## The input:

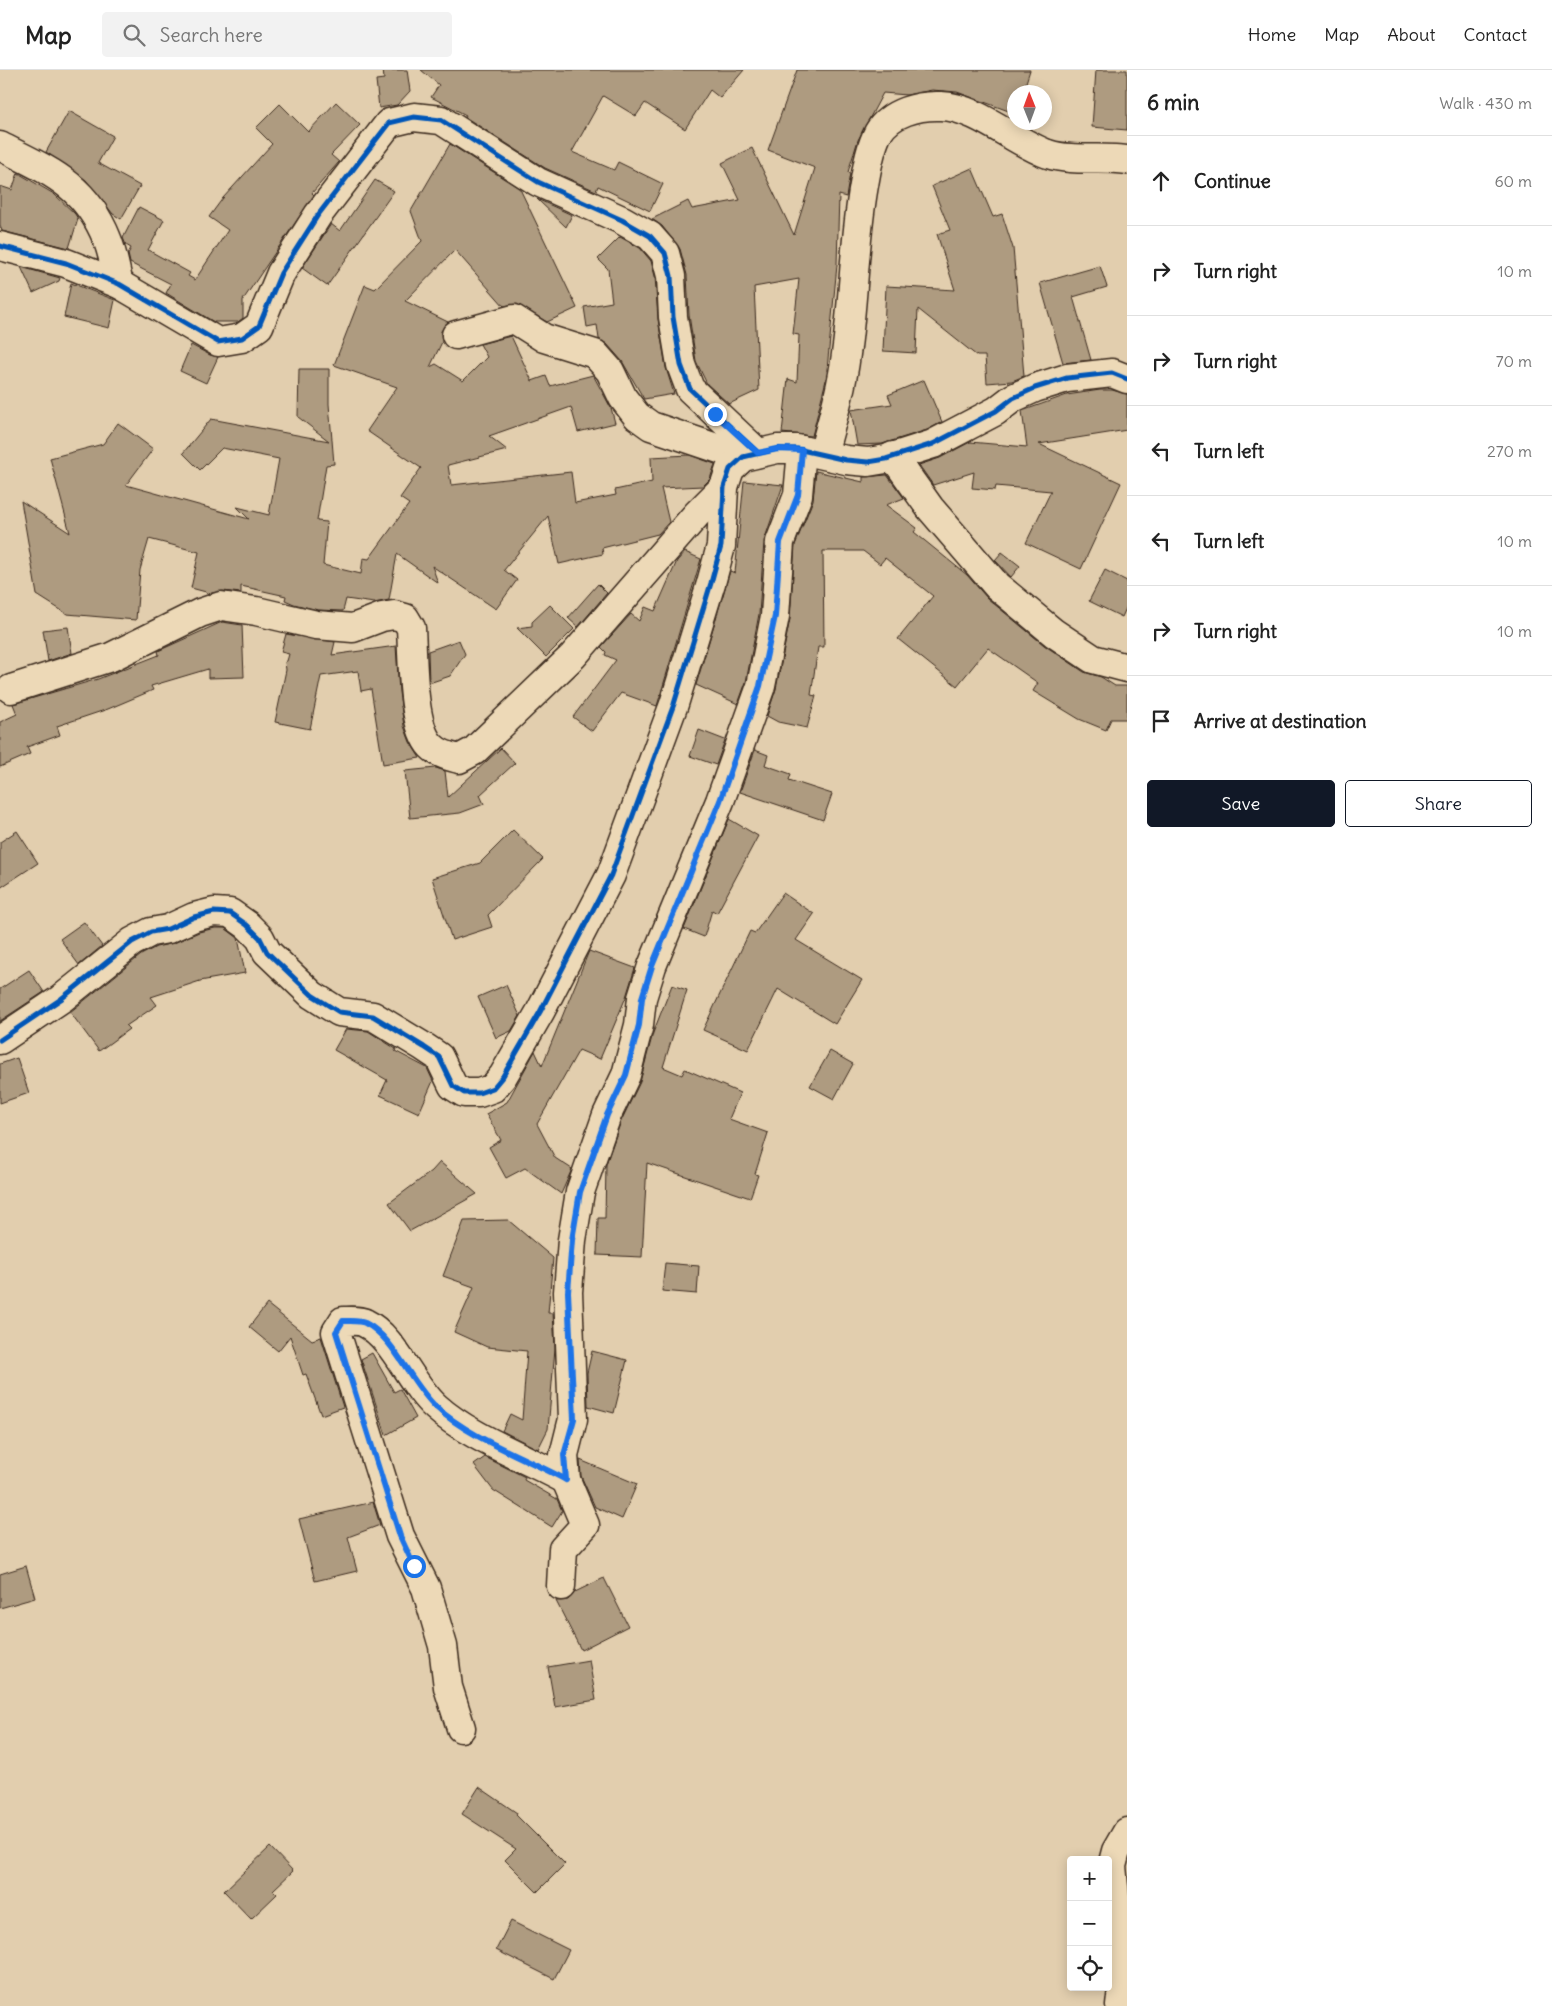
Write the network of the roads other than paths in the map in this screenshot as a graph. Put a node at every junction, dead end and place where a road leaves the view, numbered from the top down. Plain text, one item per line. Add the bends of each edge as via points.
1 (0, 146) edge
2 (1127, 160) edge
3 (0, 246) edge
4 (119, 284) junction
5 (456, 335) dead end
6 (1127, 379) edge
7 (812, 452) junction
8 (750, 455) junction
9 (893, 456) junction
10 (724, 488) junction
11 (1127, 668) edge
12 (11, 689) dead end
13 (0, 1040) edge
14 (566, 1480) junction
15 (561, 1586) dead end
16 (461, 1728) dead end
17 (1127, 1832) edge
18 (1120, 2006) edge

1 - 4 street via 56,175 85,200 107,239
2 - 7 street via 1050,155 972,115 943,106 918,107 893,117 878,133 868,164 860,210 846,355 836,405
3 - 4 street via 66,263
4 - 8 street via 218,342 242,338 259,326 281,273 318,215 389,123 414,117 441,120 538,182 650,236 664,253 671,276 672,317 681,365 690,389
5 - 8 street via 514,319 544,338 595,354 610,371 623,398 637,416 651,426
6 - 9 street via 1112,373 1067,378 1035,388 933,444
7 - 8 street via 777,449
7 - 9 street via 868,462
7 - 14 street via 780,542 775,616 760,686 720,801 652,966 626,1075 607,1115 580,1192 568,1292 574,1419 564,1455
8 - 10 street via 730,469
9 - 11 street via 930,508 998,586 1054,633 1093,659
10 - 12 street via 697,514 573,656 474,752 458,759 442,755 430,745 417,716 411,628 405,618 394,615 353,628 316,625 221,606 111,657
10 - 13 street via 720,546 712,583 674,704 611,874 540,1012 493,1088 479,1093 464,1093 453,1086 439,1057 424,1047 373,1016 339,1012 312,995 267,952 253,931 230,913 214,912 194,917 132,942 60,999
14 - 15 street via 585,1525 563,1550
14 - 16 street via 456,1424 414,1383 384,1337 364,1322 343,1321 336,1332 400,1536 426,1588 442,1646 448,1687
17 - 18 street via 1112,1866 1123,1980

## Problem to work on:
In copying the material, drop all pictures and keep everything else identical.

## Response:
Write the network of the roads other than paths in the map in this screenshot as a graph. Put a node at every junction, dead end and place where a road leaves the view, numbered from the top down. Plain text, one item per line. Add the bends of each edge as via points.
1 (0, 146) edge
2 (1127, 160) edge
3 (0, 246) edge
4 (119, 284) junction
5 (456, 335) dead end
6 (1127, 379) edge
7 (812, 452) junction
8 (750, 455) junction
9 (893, 456) junction
10 (724, 488) junction
11 (1127, 668) edge
12 (11, 689) dead end
13 (0, 1040) edge
14 (566, 1480) junction
15 (561, 1586) dead end
16 (461, 1728) dead end
17 (1127, 1832) edge
18 (1120, 2006) edge

1 - 4 street via 56,175 85,200 107,239
2 - 7 street via 1050,155 972,115 943,106 918,107 893,117 878,133 868,164 860,210 846,355 836,405
3 - 4 street via 66,263
4 - 8 street via 218,342 242,338 259,326 281,273 318,215 389,123 414,117 441,120 538,182 650,236 664,253 671,276 672,317 681,365 690,389
5 - 8 street via 514,319 544,338 595,354 610,371 623,398 637,416 651,426
6 - 9 street via 1112,373 1067,378 1035,388 933,444
7 - 8 street via 777,449
7 - 9 street via 868,462
7 - 14 street via 780,542 775,616 760,686 720,801 652,966 626,1075 607,1115 580,1192 568,1292 574,1419 564,1455
8 - 10 street via 730,469
9 - 11 street via 930,508 998,586 1054,633 1093,659
10 - 12 street via 697,514 573,656 474,752 458,759 442,755 430,745 417,716 411,628 405,618 394,615 353,628 316,625 221,606 111,657
10 - 13 street via 720,546 712,583 674,704 611,874 540,1012 493,1088 479,1093 464,1093 453,1086 439,1057 424,1047 373,1016 339,1012 312,995 267,952 253,931 230,913 214,912 194,917 132,942 60,999
14 - 15 street via 585,1525 563,1550
14 - 16 street via 456,1424 414,1383 384,1337 364,1322 343,1321 336,1332 400,1536 426,1588 442,1646 448,1687
17 - 18 street via 1112,1866 1123,1980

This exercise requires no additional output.